Let us first take the case of Mingana. His only proof for the claim that the foundation of the Arabic vowels is based on the vowels of Syrians is that the fatha of Arabic corresponds in appellation and in sound to the Aramaic phtâha. Jacob of Edessa [d. 708 CE] was the first person to introduce vowels in Western Syria.

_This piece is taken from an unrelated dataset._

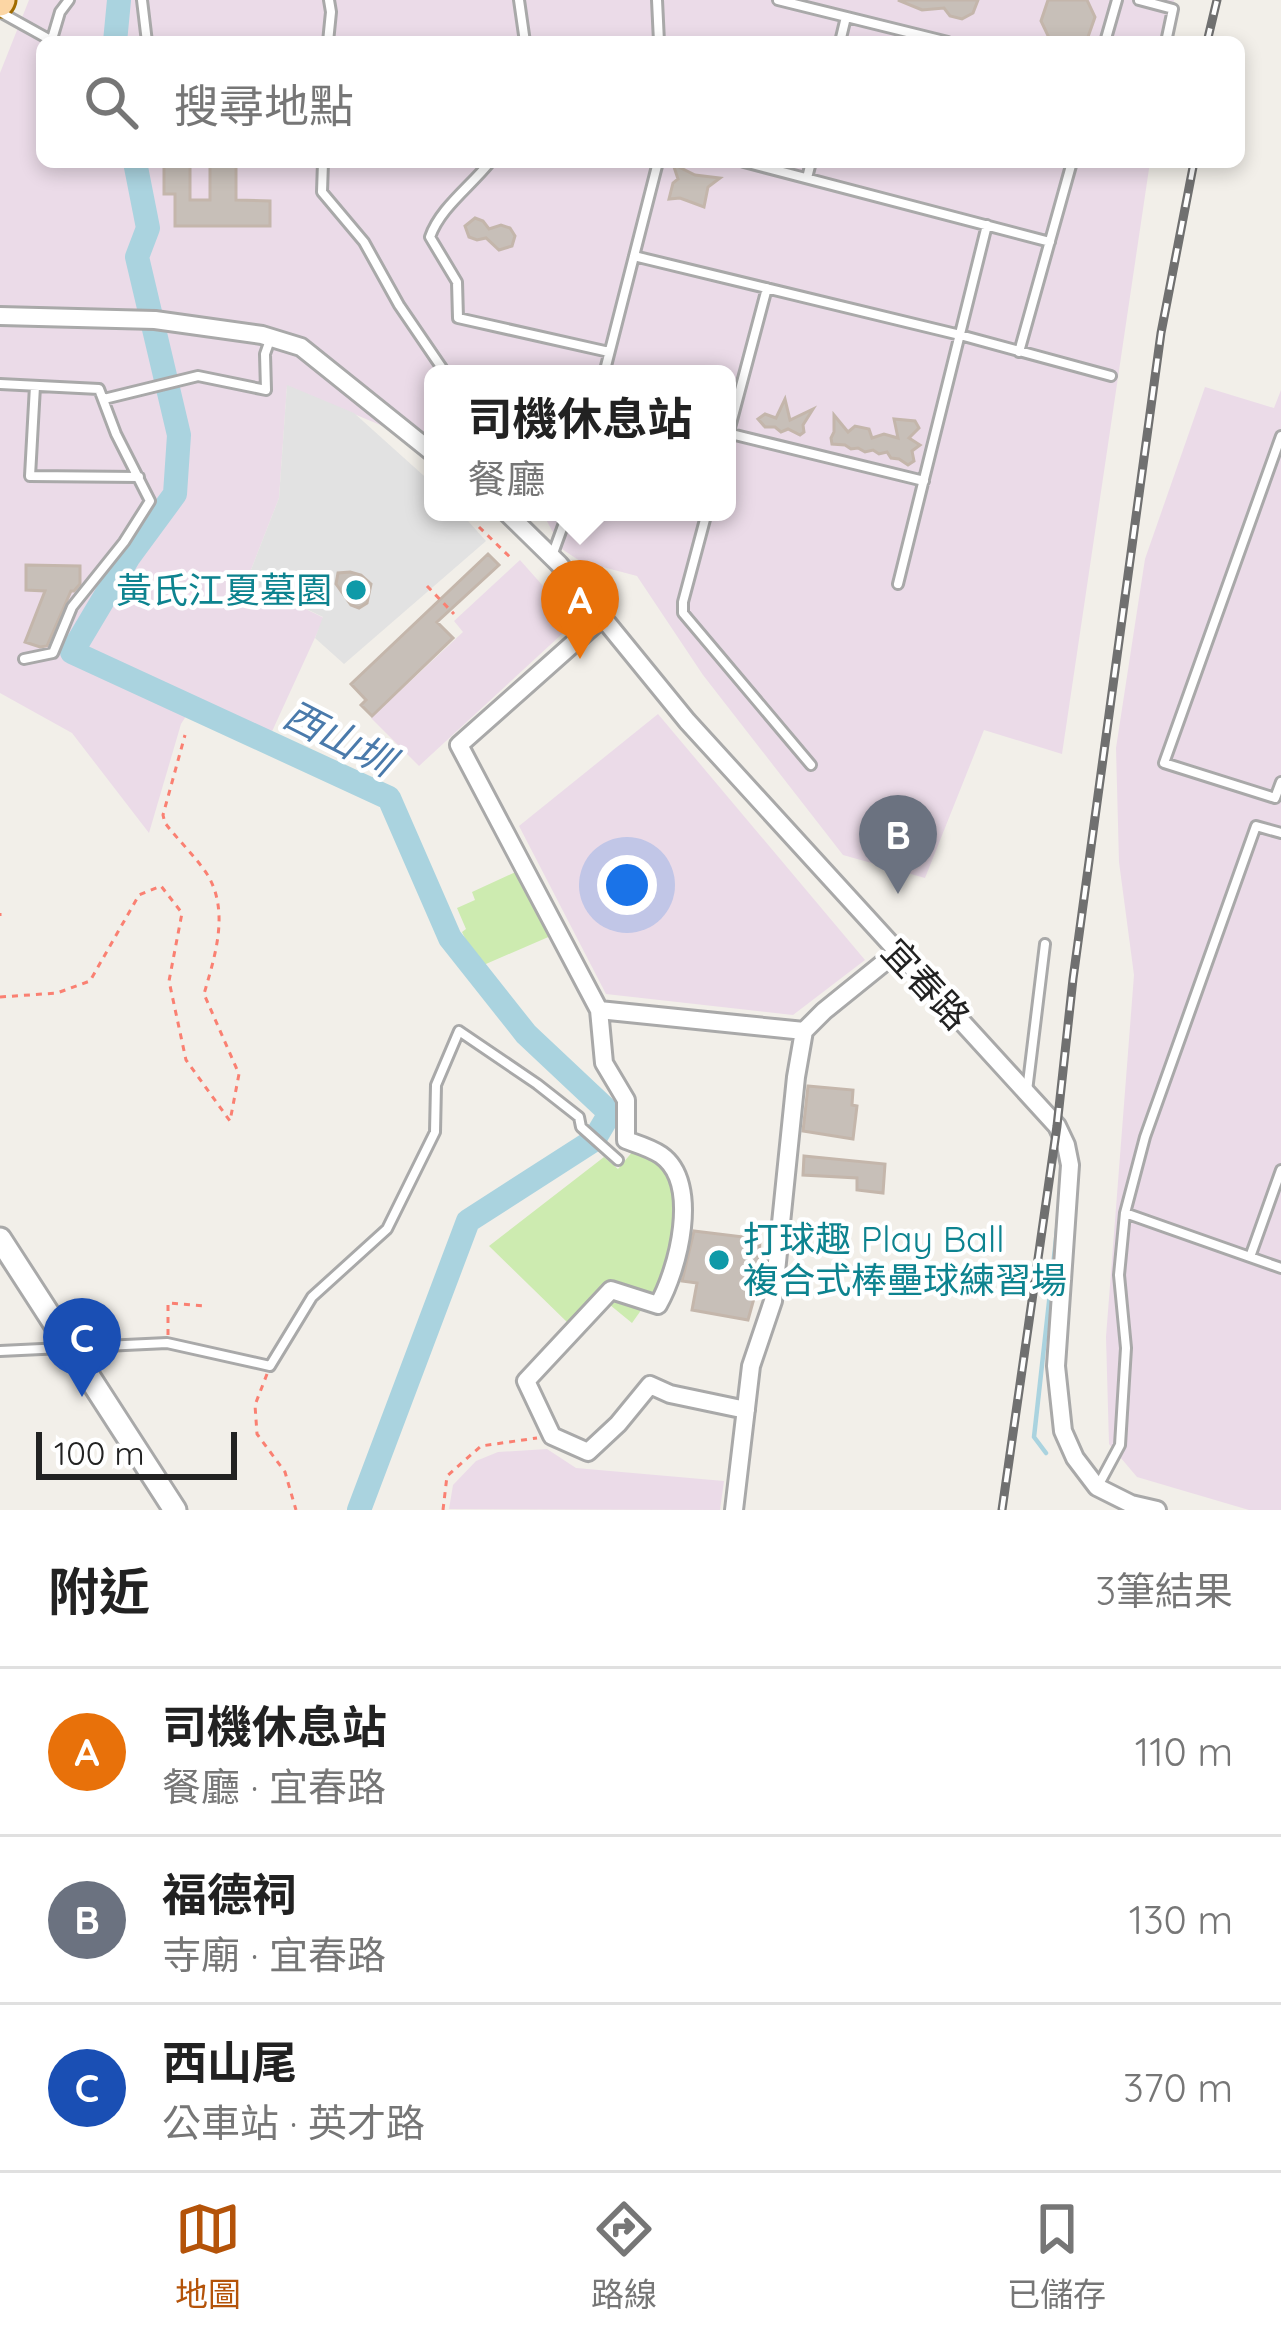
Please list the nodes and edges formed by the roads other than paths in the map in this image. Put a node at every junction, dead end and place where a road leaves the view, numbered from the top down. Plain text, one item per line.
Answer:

to read more :thumbsup: :thumbsup: :thumbsup: :thumbsup: :thumbsup: :thumbsup: islamic-awareness.org/Quran/Text/Mss/vowel.html



Just dancing around your own question.


as i didnt see anyone posting a proof , i started to give mine :smiley:


I asked for your proof…you don’t give any. You have no honor or dignity.


are you blind? i have posted many proofs about origin of arabic and Qur`an


No, I didn’t reead your cut & paste. I wanted YOU to tell me what gave muhammad his first revelation. http://icecube.umd.edu/pretz/images/danceguy.gif


oh sorry this post is an answer to a cut and paste of another user :wink:
about your ask ,see islam-guide.com


Oh sorry, was that another non-answer? http://icecube.umd.edu/pretz/images/danceguy.gif

How many questions will you avoid answering?